Activity:
Write out all the entries word for word and omit any pictures.

*** Information shown ***

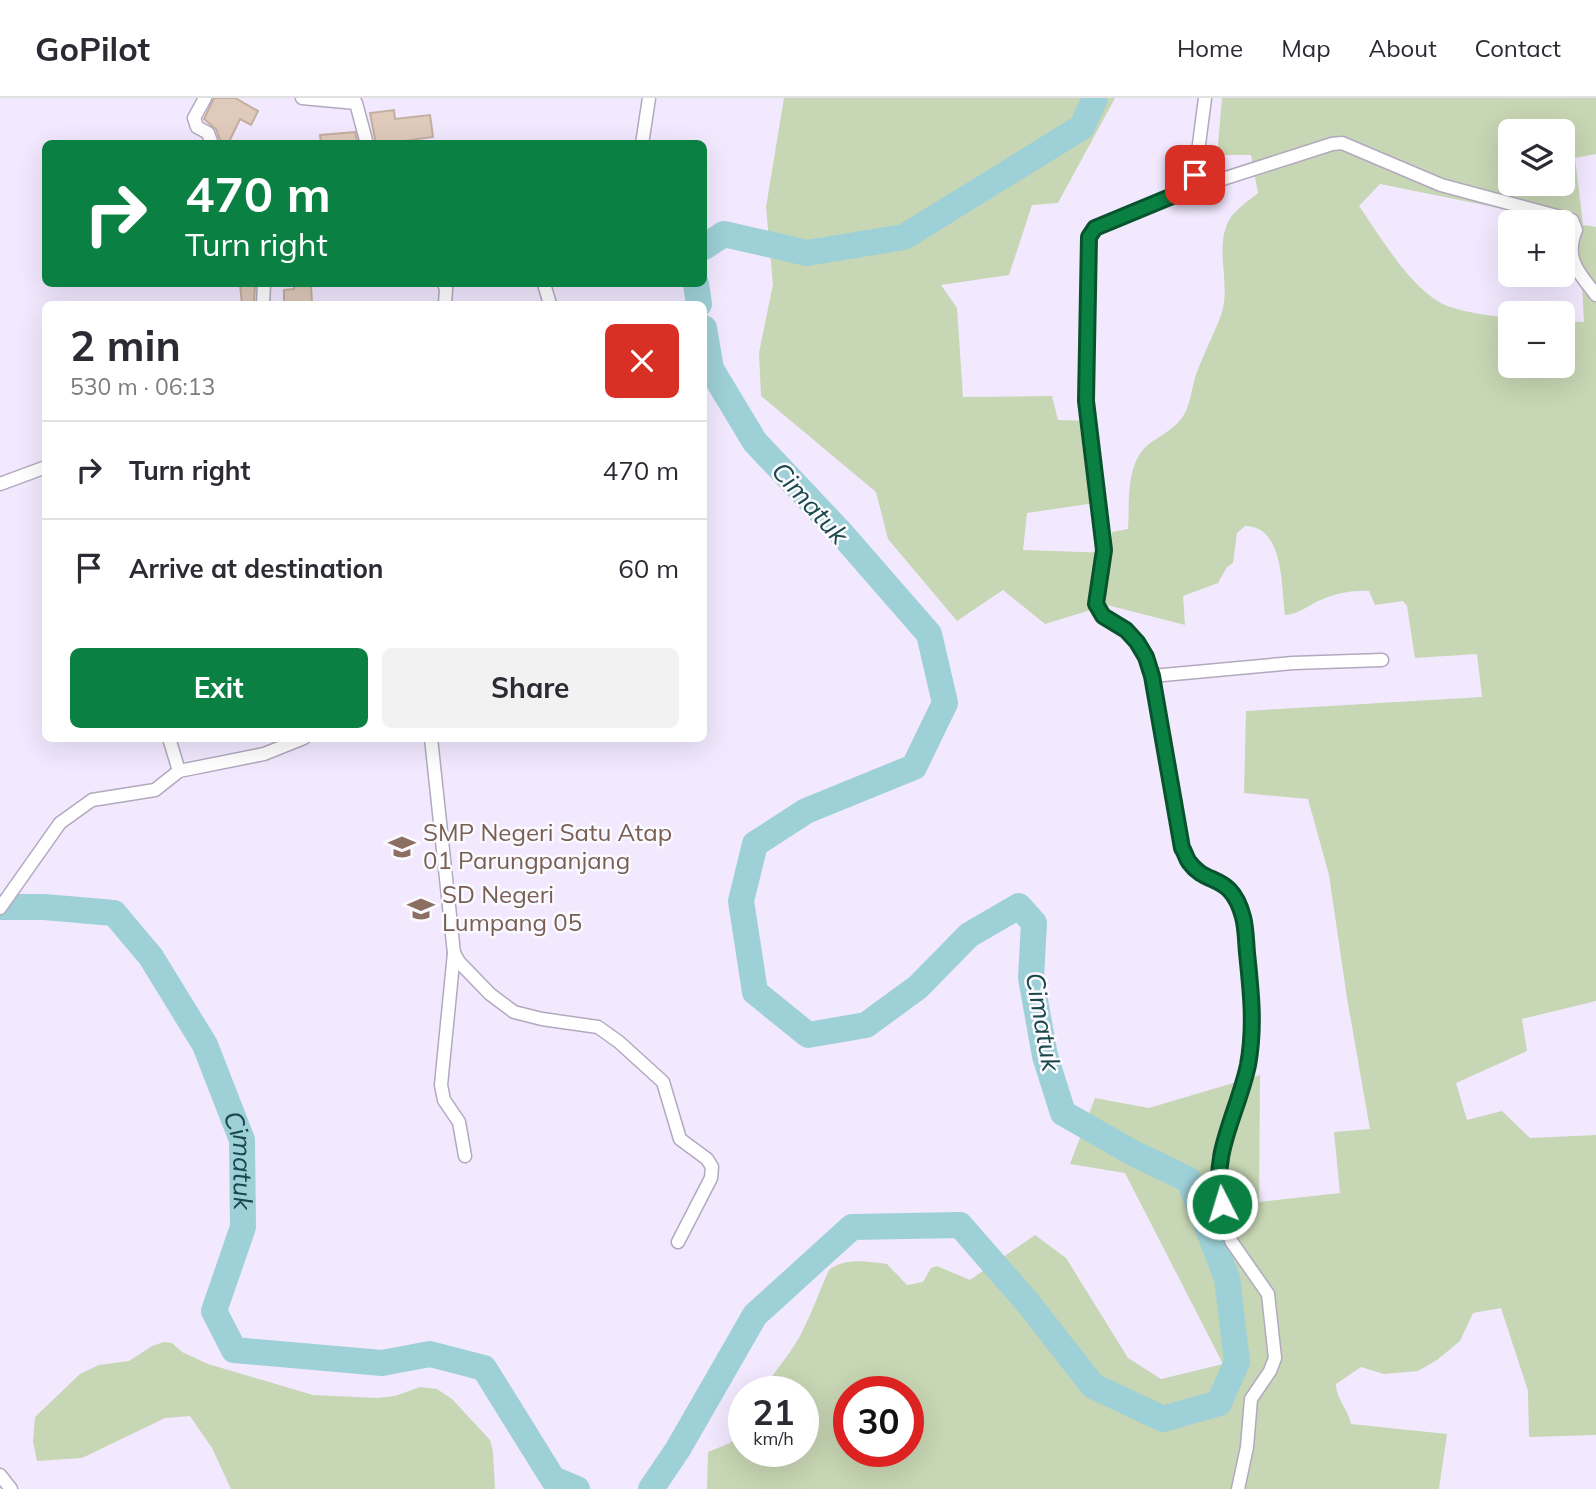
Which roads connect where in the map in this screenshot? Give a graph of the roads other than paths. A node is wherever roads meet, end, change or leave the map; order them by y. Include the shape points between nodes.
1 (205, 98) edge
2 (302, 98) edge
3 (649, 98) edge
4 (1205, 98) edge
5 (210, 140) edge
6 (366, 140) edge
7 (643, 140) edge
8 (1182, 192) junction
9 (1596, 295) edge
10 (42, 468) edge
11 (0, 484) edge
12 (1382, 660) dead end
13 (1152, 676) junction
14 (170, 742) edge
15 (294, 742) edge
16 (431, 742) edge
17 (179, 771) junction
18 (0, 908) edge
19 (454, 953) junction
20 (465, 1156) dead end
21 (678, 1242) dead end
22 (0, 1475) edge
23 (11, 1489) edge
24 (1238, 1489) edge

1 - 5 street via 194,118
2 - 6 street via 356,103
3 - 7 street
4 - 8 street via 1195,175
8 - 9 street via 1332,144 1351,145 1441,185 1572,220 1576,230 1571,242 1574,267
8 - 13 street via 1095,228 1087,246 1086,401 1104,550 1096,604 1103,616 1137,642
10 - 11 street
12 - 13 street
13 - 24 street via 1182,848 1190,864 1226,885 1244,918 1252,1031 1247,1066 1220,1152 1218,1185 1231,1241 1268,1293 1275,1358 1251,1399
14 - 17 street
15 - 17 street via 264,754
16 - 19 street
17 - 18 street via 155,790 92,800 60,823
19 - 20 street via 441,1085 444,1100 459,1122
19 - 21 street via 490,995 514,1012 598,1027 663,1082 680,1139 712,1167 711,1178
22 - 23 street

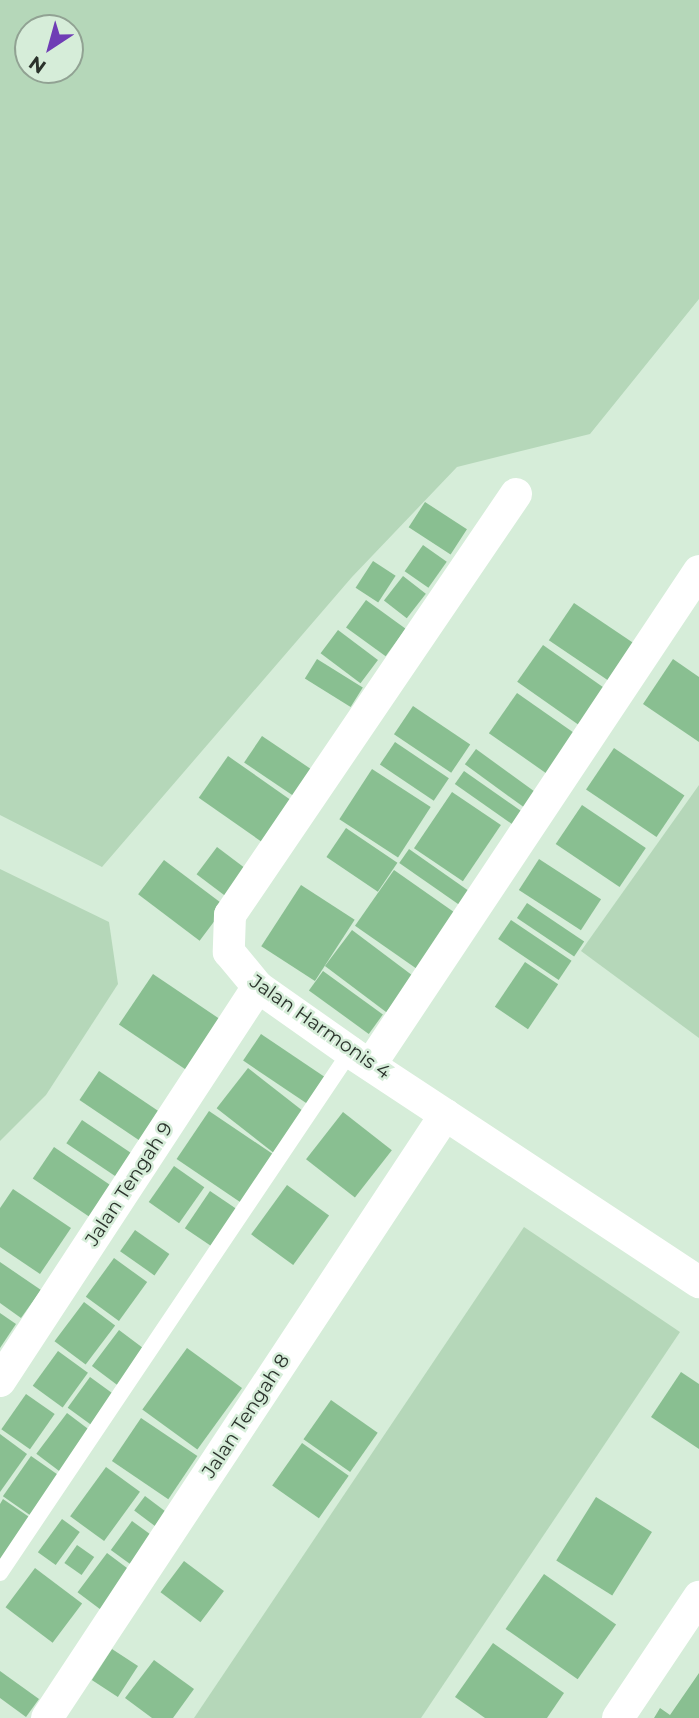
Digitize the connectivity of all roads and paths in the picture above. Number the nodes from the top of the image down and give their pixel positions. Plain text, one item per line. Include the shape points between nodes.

***

Finished exercise:
Which roads connect where in the map in this screenshot? Give a graph of the roads other than paths. A node is wherever roads meet, end, change or leave the map; order them by y. Include the shape points between nodes.
1 (205, 98) edge
2 (302, 98) edge
3 (649, 98) edge
4 (1205, 98) edge
5 (210, 140) edge
6 (366, 140) edge
7 (643, 140) edge
8 (1182, 192) junction
9 (1596, 295) edge
10 (42, 468) edge
11 (0, 484) edge
12 (1382, 660) dead end
13 (1152, 676) junction
14 (170, 742) edge
15 (294, 742) edge
16 (431, 742) edge
17 (179, 771) junction
18 (0, 908) edge
19 (454, 953) junction
20 (465, 1156) dead end
21 (678, 1242) dead end
22 (0, 1475) edge
23 (11, 1489) edge
24 (1238, 1489) edge

1 - 5 street via 194,118
2 - 6 street via 356,103
3 - 7 street
4 - 8 street via 1195,175
8 - 9 street via 1332,144 1351,145 1441,185 1572,220 1576,230 1571,242 1574,267
8 - 13 street via 1095,228 1087,246 1086,401 1104,550 1096,604 1103,616 1137,642
10 - 11 street
12 - 13 street
13 - 24 street via 1182,848 1190,864 1226,885 1244,918 1252,1031 1247,1066 1220,1152 1218,1185 1231,1241 1268,1293 1275,1358 1251,1399
14 - 17 street
15 - 17 street via 264,754
16 - 19 street
17 - 18 street via 155,790 92,800 60,823
19 - 20 street via 441,1085 444,1100 459,1122
19 - 21 street via 490,995 514,1012 598,1027 663,1082 680,1139 712,1167 711,1178
22 - 23 street

Digitize the connectivity of all roads and paths in the picture above. Number the nodes from the top of the image down and give their pixel positions. Plain text, one item per line. Include the shape points between nodes.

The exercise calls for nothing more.